Extracted records
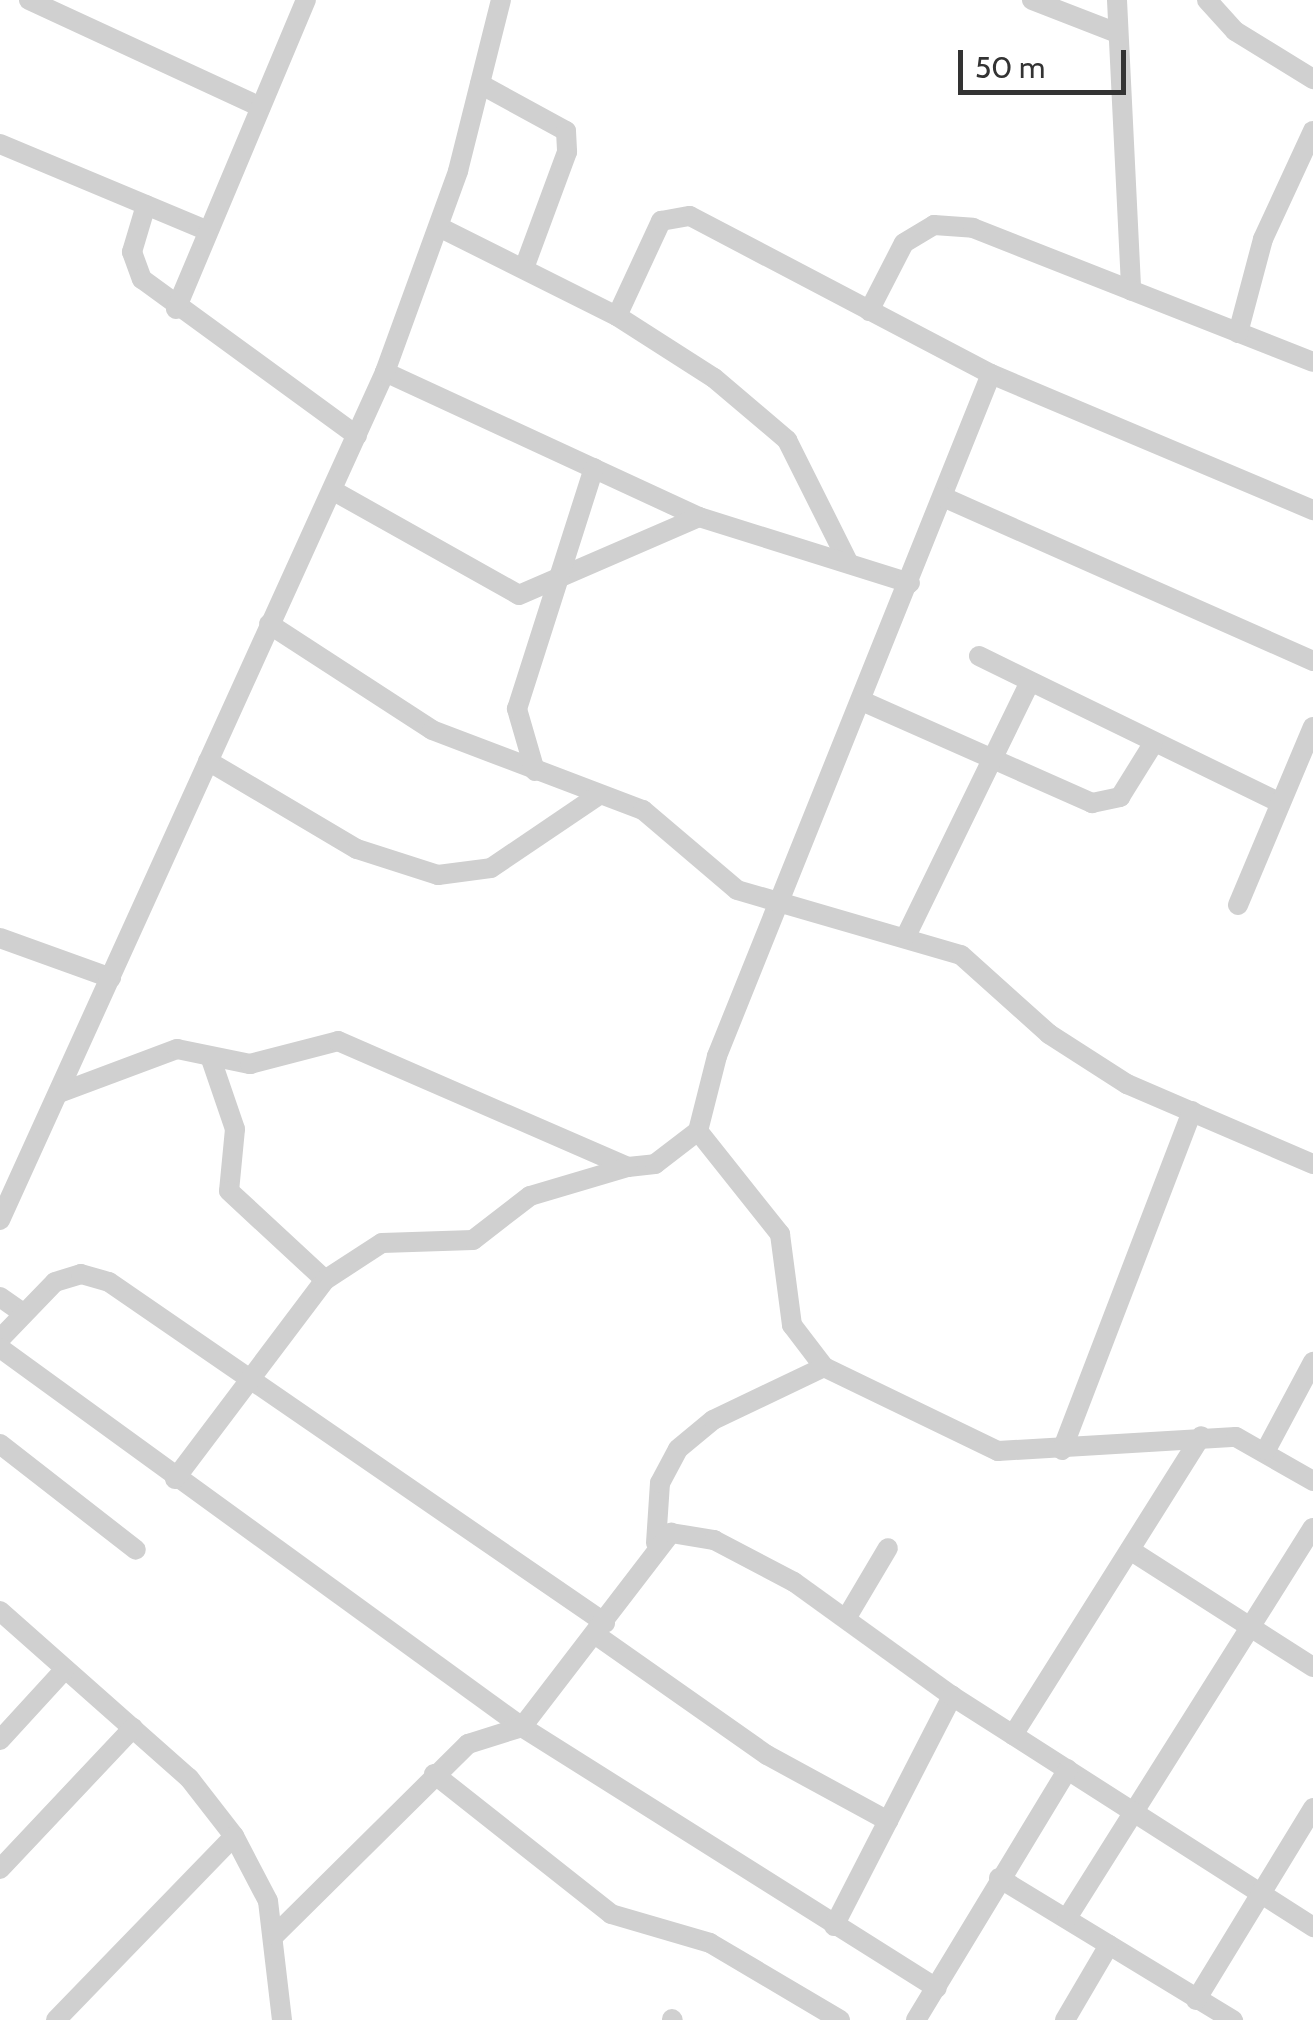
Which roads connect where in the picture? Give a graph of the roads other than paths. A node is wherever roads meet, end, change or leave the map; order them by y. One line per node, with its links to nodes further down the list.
1 (29, 0): 10 (street)
2 (306, 0): 10 (street)
3 (501, 0): 9 (street)
4 (1032, 0): 7 (street)
5 (1118, 0): 7 (street)
6 (1206, 0): 8 (street)
7 (1117, 33): 17 (street)
8 (1313, 79)
9 (480, 84): 14 (street); 16 (street)
10 (261, 107): 15 (street)
11 (1313, 131): 21 (street)
12 (0, 144): 13 (street)
13 (146, 204): 15 (street); 18 (street)
14 (438, 228): 16 (street); 23 (street)
15 (208, 231): 18 (street)
16 (524, 268): 20 (street)
17 (1131, 291): 19 (street); 21 (street)
18 (176, 309): 25 (street)
19 (869, 311): 20 (street); 24 (street)
20 (618, 316): 31 (street)
21 (1238, 333): 22 (street)
22 (1313, 362)
23 (385, 372): 25 (street); 26 (street)
24 (991, 374): 28 (street); 29 (street)
25 (356, 436): 27 (street)
26 (594, 468): 30 (street); 32 (street)
27 (332, 490): 32 (street); 34 (street)
28 (943, 497): 33 (street); 36 (street)
29 (1313, 510)
30 (700, 516): 31 (street); 32 (street)
31 (848, 562): 33 (street)
32 (564, 579): 43 (street)
33 (910, 583): 38 (street)
34 (269, 624): 41 (street); 43 (street)
35 (979, 656): 37 (street)
36 (1313, 661)
37 (1030, 682): 40 (street); 42 (street)
38 (862, 700): 42 (street); 47 (street)
39 (1313, 727): 45 (street)
40 (1153, 744): 42 (street); 45 (street)
41 (208, 761): 44 (street); 50 (street)
42 (992, 761): 48 (street)
43 (535, 771): 44 (street)
44 (600, 795): 47 (street)
45 (1280, 803): 46 (street)
46 (1238, 905)
47 (780, 907): 48 (street); 54 (street)
48 (907, 934): 53 (street)
49 (0, 938): 50 (street)
50 (111, 978): 52 (street)
51 (210, 1059): 52 (street); 56 (street); 58 (street)
52 (62, 1092): 57 (street)
53 (1192, 1112): 55 (street); 68 (street)
54 (698, 1130): 56 (street); 64 (street)
55 (1313, 1164)
56 (628, 1167): 58 (street)
57 (0, 1220)
58 (325, 1280): 65 (street)
59 (0, 1296): 60 (street)
60 (23, 1313): 61 (street); 65 (street)
61 (0, 1339)
62 (0, 1348): 70 (street)
63 (1313, 1362): 69 (street)
64 (824, 1367): 68 (street); 73 (street)
65 (249, 1375): 70 (street); 80 (street)
66 (1201, 1436): 68 (street); 69 (street); 76 (street)
67 (0, 1444): 75 (street)
68 (1062, 1450)
69 (1266, 1450): 71 (street)
70 (176, 1479): 84 (street)
71 (1313, 1481)
72 (1313, 1528): 79 (street)
73 (656, 1543): 78 (street); 80 (street)
74 (888, 1548): 78 (street)
75 (136, 1550)
76 (1130, 1550): 79 (street); 86 (street)
77 (0, 1611): 82 (street)
78 (847, 1617): 83 (street)
79 (1252, 1628): 81 (street); 91 (street)
80 (600, 1629): 84 (street); 92 (street)
81 (1313, 1666)
82 (65, 1669): 85 (street); 87 (street)
83 (952, 1696): 86 (street); 92 (street)
84 (522, 1727): 89 (street); 98 (street)
85 (133, 1728): 93 (street); 94 (street)
86 (1013, 1734): 88 (street)
87 (0, 1740)
88 (1068, 1769): 91 (street); 95 (street)
89 (434, 1774): 100 (street); 106 (street)
90 (1313, 1808): 96 (street)
91 (1138, 1813): 96 (street); 97 (street)
92 (888, 1821): 98 (street)
93 (234, 1836): 100 (street); 104 (street)
94 (0, 1869)
95 (999, 1878): 97 (street); 102 (street)
96 (1261, 1891): 99 (street); 103 (street)
97 (1066, 1918): 101 (street)
98 (834, 1926): 102 (street)
99 (1313, 1927)
100 (275, 1935): 105 (street)
101 (1110, 1945): 103 (street); 108 (street)
102 (937, 1988): 107 (street)
103 (1196, 2000): 109 (street)
104 (56, 2020)
105 (282, 2020)
106 (840, 2020)
107 (916, 2020)
108 (1065, 2020)
109 (1231, 2020)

#### PROBLEM STATEMENT
Without the pictures, give back every record precisely as shown.

#### RESULT FOR THIS TASK
Which roads connect where in the picture? Give a graph of the roads other than paths. A node is wherever roads meet, end, change or leave the map; order them by y. One line per node, with its links to nodes further down the list.
1 (29, 0): 10 (street)
2 (306, 0): 10 (street)
3 (501, 0): 9 (street)
4 (1032, 0): 7 (street)
5 (1118, 0): 7 (street)
6 (1206, 0): 8 (street)
7 (1117, 33): 17 (street)
8 (1313, 79)
9 (480, 84): 14 (street); 16 (street)
10 (261, 107): 15 (street)
11 (1313, 131): 21 (street)
12 (0, 144): 13 (street)
13 (146, 204): 15 (street); 18 (street)
14 (438, 228): 16 (street); 23 (street)
15 (208, 231): 18 (street)
16 (524, 268): 20 (street)
17 (1131, 291): 19 (street); 21 (street)
18 (176, 309): 25 (street)
19 (869, 311): 20 (street); 24 (street)
20 (618, 316): 31 (street)
21 (1238, 333): 22 (street)
22 (1313, 362)
23 (385, 372): 25 (street); 26 (street)
24 (991, 374): 28 (street); 29 (street)
25 (356, 436): 27 (street)
26 (594, 468): 30 (street); 32 (street)
27 (332, 490): 32 (street); 34 (street)
28 (943, 497): 33 (street); 36 (street)
29 (1313, 510)
30 (700, 516): 31 (street); 32 (street)
31 (848, 562): 33 (street)
32 (564, 579): 43 (street)
33 (910, 583): 38 (street)
34 (269, 624): 41 (street); 43 (street)
35 (979, 656): 37 (street)
36 (1313, 661)
37 (1030, 682): 40 (street); 42 (street)
38 (862, 700): 42 (street); 47 (street)
39 (1313, 727): 45 (street)
40 (1153, 744): 42 (street); 45 (street)
41 (208, 761): 44 (street); 50 (street)
42 (992, 761): 48 (street)
43 (535, 771): 44 (street)
44 (600, 795): 47 (street)
45 (1280, 803): 46 (street)
46 (1238, 905)
47 (780, 907): 48 (street); 54 (street)
48 (907, 934): 53 (street)
49 (0, 938): 50 (street)
50 (111, 978): 52 (street)
51 (210, 1059): 52 (street); 56 (street); 58 (street)
52 (62, 1092): 57 (street)
53 (1192, 1112): 55 (street); 68 (street)
54 (698, 1130): 56 (street); 64 (street)
55 (1313, 1164)
56 (628, 1167): 58 (street)
57 (0, 1220)
58 (325, 1280): 65 (street)
59 (0, 1296): 60 (street)
60 (23, 1313): 61 (street); 65 (street)
61 (0, 1339)
62 (0, 1348): 70 (street)
63 (1313, 1362): 69 (street)
64 (824, 1367): 68 (street); 73 (street)
65 (249, 1375): 70 (street); 80 (street)
66 (1201, 1436): 68 (street); 69 (street); 76 (street)
67 (0, 1444): 75 (street)
68 (1062, 1450)
69 (1266, 1450): 71 (street)
70 (176, 1479): 84 (street)
71 (1313, 1481)
72 (1313, 1528): 79 (street)
73 (656, 1543): 78 (street); 80 (street)
74 (888, 1548): 78 (street)
75 (136, 1550)
76 (1130, 1550): 79 (street); 86 (street)
77 (0, 1611): 82 (street)
78 (847, 1617): 83 (street)
79 (1252, 1628): 81 (street); 91 (street)
80 (600, 1629): 84 (street); 92 (street)
81 (1313, 1666)
82 (65, 1669): 85 (street); 87 (street)
83 (952, 1696): 86 (street); 92 (street)
84 (522, 1727): 89 (street); 98 (street)
85 (133, 1728): 93 (street); 94 (street)
86 (1013, 1734): 88 (street)
87 (0, 1740)
88 (1068, 1769): 91 (street); 95 (street)
89 (434, 1774): 100 (street); 106 (street)
90 (1313, 1808): 96 (street)
91 (1138, 1813): 96 (street); 97 (street)
92 (888, 1821): 98 (street)
93 (234, 1836): 100 (street); 104 (street)
94 (0, 1869)
95 (999, 1878): 97 (street); 102 (street)
96 (1261, 1891): 99 (street); 103 (street)
97 (1066, 1918): 101 (street)
98 (834, 1926): 102 (street)
99 (1313, 1927)
100 (275, 1935): 105 (street)
101 (1110, 1945): 103 (street); 108 (street)
102 (937, 1988): 107 (street)
103 (1196, 2000): 109 (street)
104 (56, 2020)
105 (282, 2020)
106 (840, 2020)
107 (916, 2020)
108 (1065, 2020)
109 (1231, 2020)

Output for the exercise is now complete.